Physically disrupting the placement of air molecules (or molecules of another medium that sound can travel in) produces sound, but acoustic phonetics is concerned only with speech sounds. To produce speech sounds, we push air from the lungs through the glottis which makes the vocal chords vibrate. These vibrations occur in a pulse-like manner, pushing air out of the mouth or nose and displacing air with each pulse. The variations in air pressure due to these pulses can be represented as a waveform, which is what acoustic phonetics uses to characterize speech sounds. While articulatory phonetics (see this Wiki page for more information) defines speech sounds using manner/place of articulation, acoustic phonetics looks at the properties of the sound waves produced and links them to articulatory characteristics (this will be better explained in the section “Reading a Spectrogram”; jump to it).
What is considered linguistically relevant?

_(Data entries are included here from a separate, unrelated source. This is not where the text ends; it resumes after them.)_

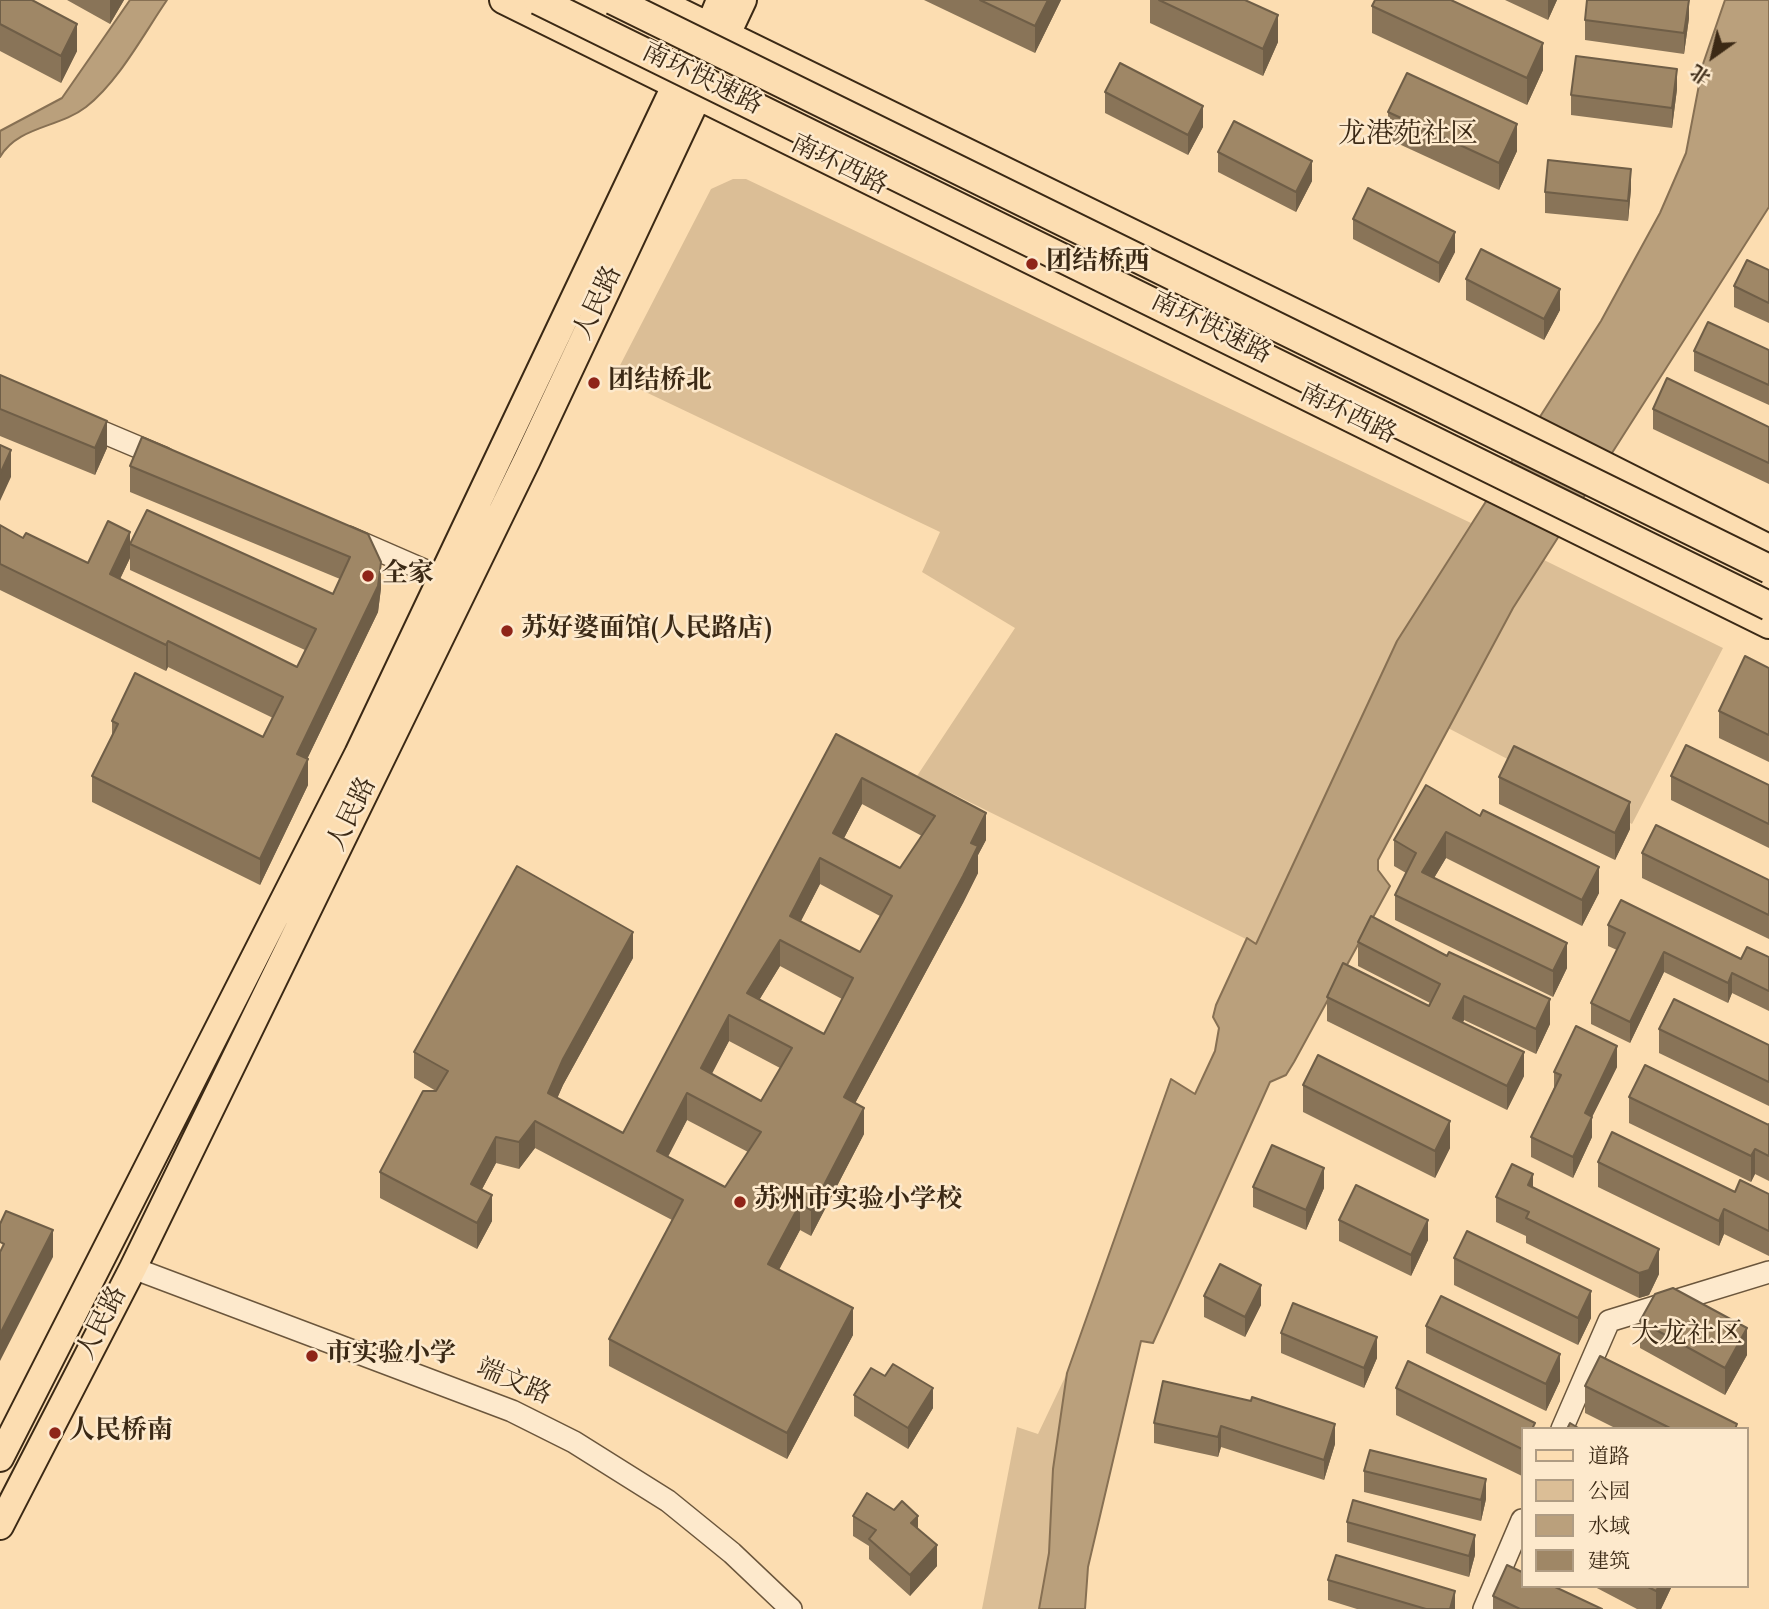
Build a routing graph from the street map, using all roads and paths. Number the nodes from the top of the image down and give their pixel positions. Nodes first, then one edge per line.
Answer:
1 (503, 0) edge
2 (538, 0) edge
3 (612, 0) edge
4 (656, 0) edge
5 (720, 0) edge
6 (743, 0) edge
7 (718, 31) junction
8 (686, 92) junction
9 (63, 415) edge
10 (177, 464) edge
11 (329, 529) edge
12 (1769, 548) edge
13 (1769, 569) edge
14 (453, 583) junction
15 (1769, 606) edge
16 (1769, 625) edge
17 (133, 1268) junction
18 (1769, 1272) edge
19 (1563, 1427) edge
20 (0, 1458) edge
21 (1520, 1525) edge
22 (0, 1526) edge
23 (791, 1609) edge
24 (1484, 1609) edge

1 - 8 main road, 南环西路
2 - 15 highway, 南环快速路, bridge
3 - 13 highway, 南环快速路, bridge
4 - 7 main road
5 - 7 main road
6 - 7 main road
7 - 8 main road, 人民路
7 - 12 main road
8 - 14 main road, 人民路
8 - 16 main road, 南环西路
9 - 10 street
11 - 14 street
14 - 17 main road, 人民路
14 - 20 main road, 人民路
17 - 22 main road, 人民路
17 - 23 street, 端文路
18 - 19 street
21 - 24 street

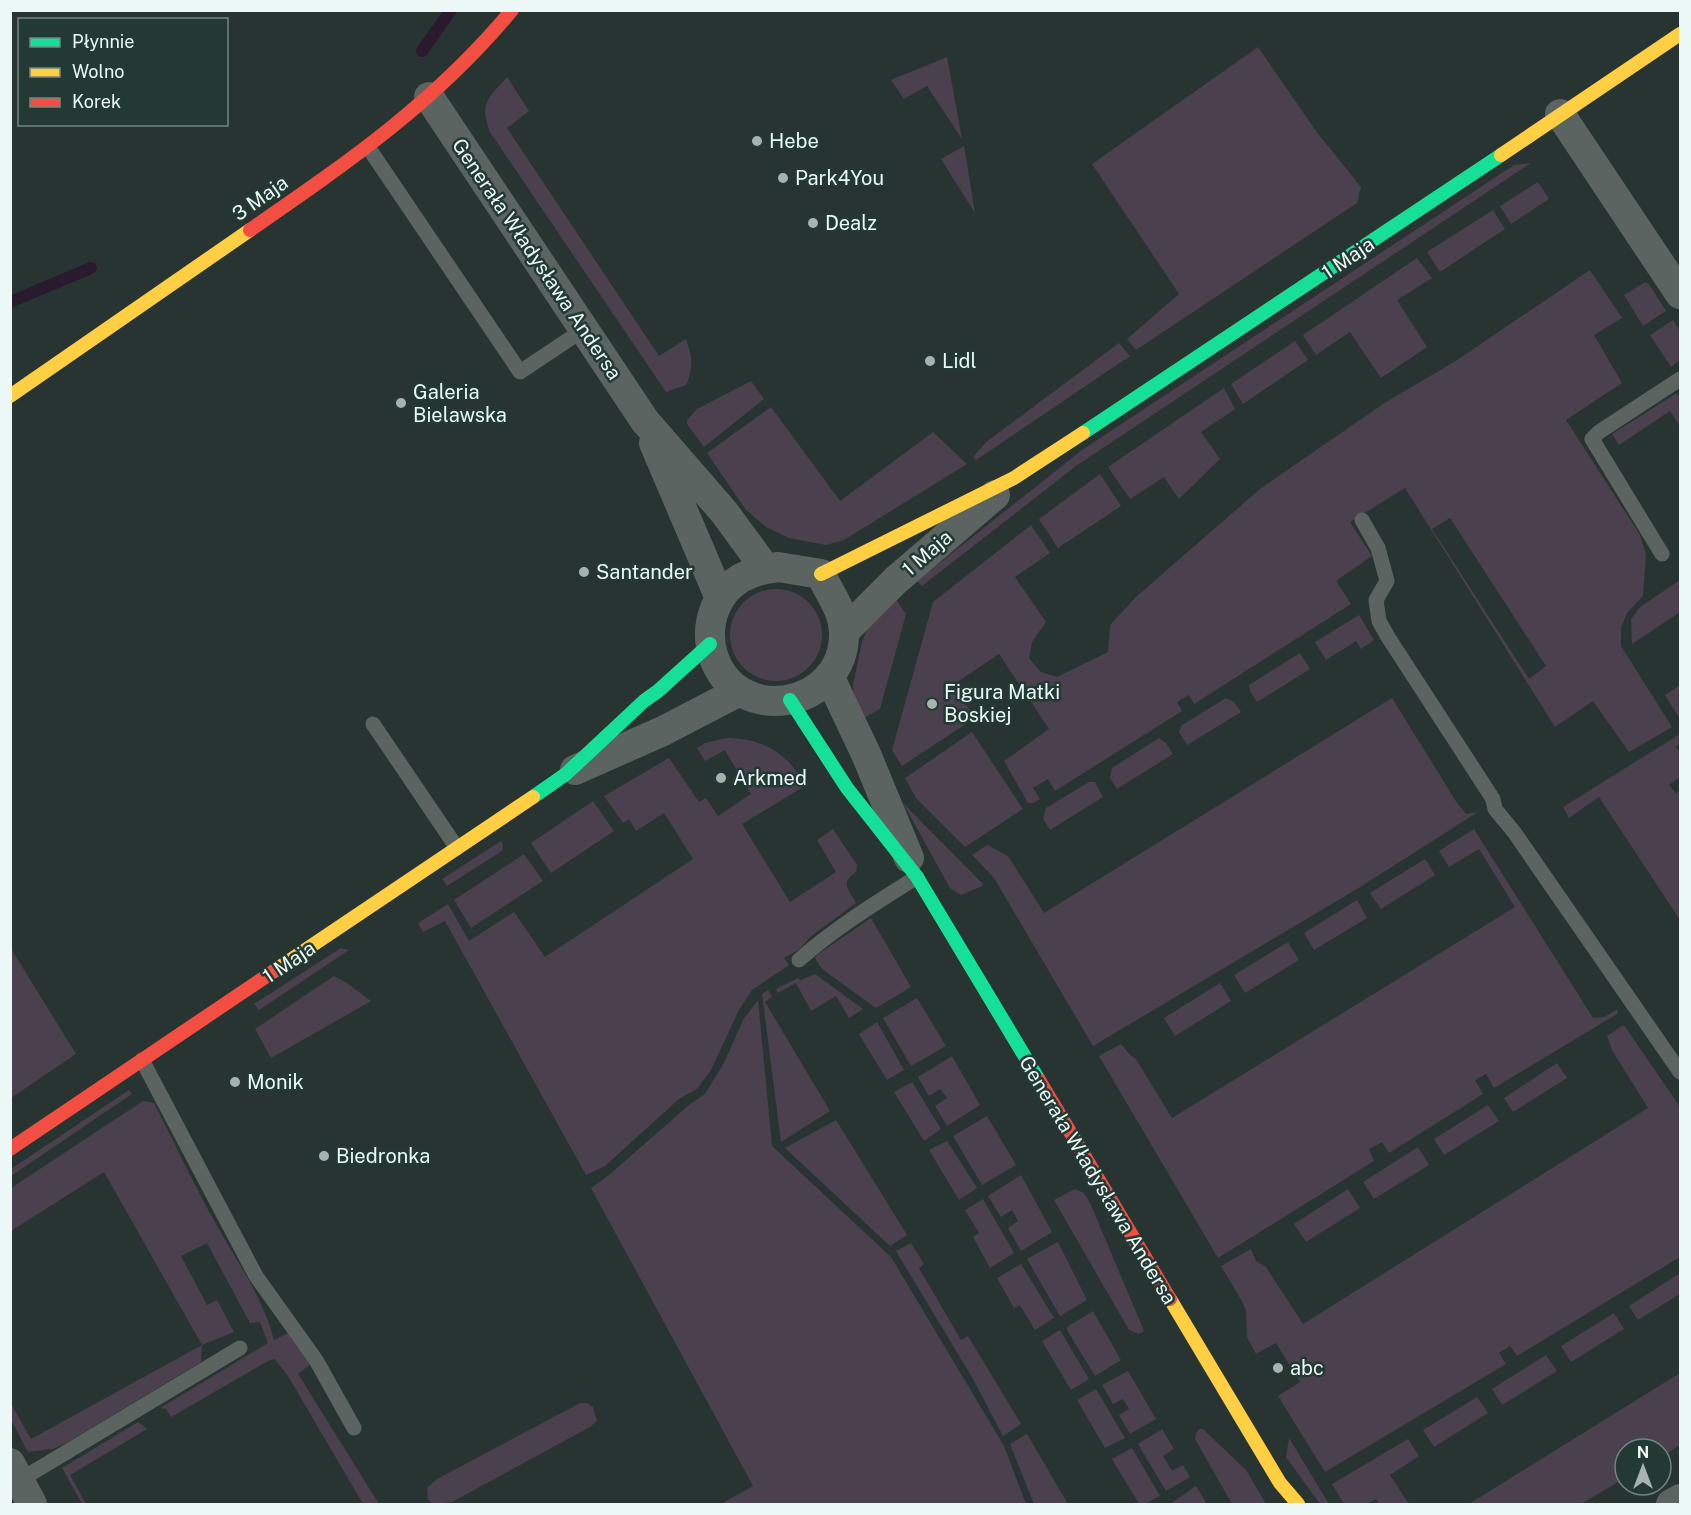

There are many possible speech sounds that can be used in a language but not every sound is used in every language, and the same sounds can be used in different ways depending on the language or dialect. In the latter case, acoustic phonetic properties of a word can change from language to language, and even dialect to dialect. For example, the acoustic characteristics at the end of the word “checker” would differ in British English compared to American English. The speech sounds actually used in a particular language are considered relevant, while any others are not considered when studying acoustic phonetics of that language. An example of a sound not heard in English but used in other languages are clicks, such as the (post)alveolar click [!]. Press play below to hear what a click sounds like; in this example, [!] is being spoken with [a] in the sequence [ǃa: aǃa:].
There are also sounds that can be made by the vocal tract, like coughs and burps, that are not considered relevant speech sounds in any language. To sum up, the relevance of a speech sound depends on the language you are interested in, and as a general rule, acoustic phonetics looks at the speech sounds meaningfully produced within a language. Some of the major components of speech sounds are described below.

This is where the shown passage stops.